▽

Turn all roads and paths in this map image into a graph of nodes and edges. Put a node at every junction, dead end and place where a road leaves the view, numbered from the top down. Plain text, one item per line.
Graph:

△
▽

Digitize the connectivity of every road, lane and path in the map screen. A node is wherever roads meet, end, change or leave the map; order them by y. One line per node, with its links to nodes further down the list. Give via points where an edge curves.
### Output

△

Over the whole listing above, how many lines contain the string "where"? The answer is that number alone.

2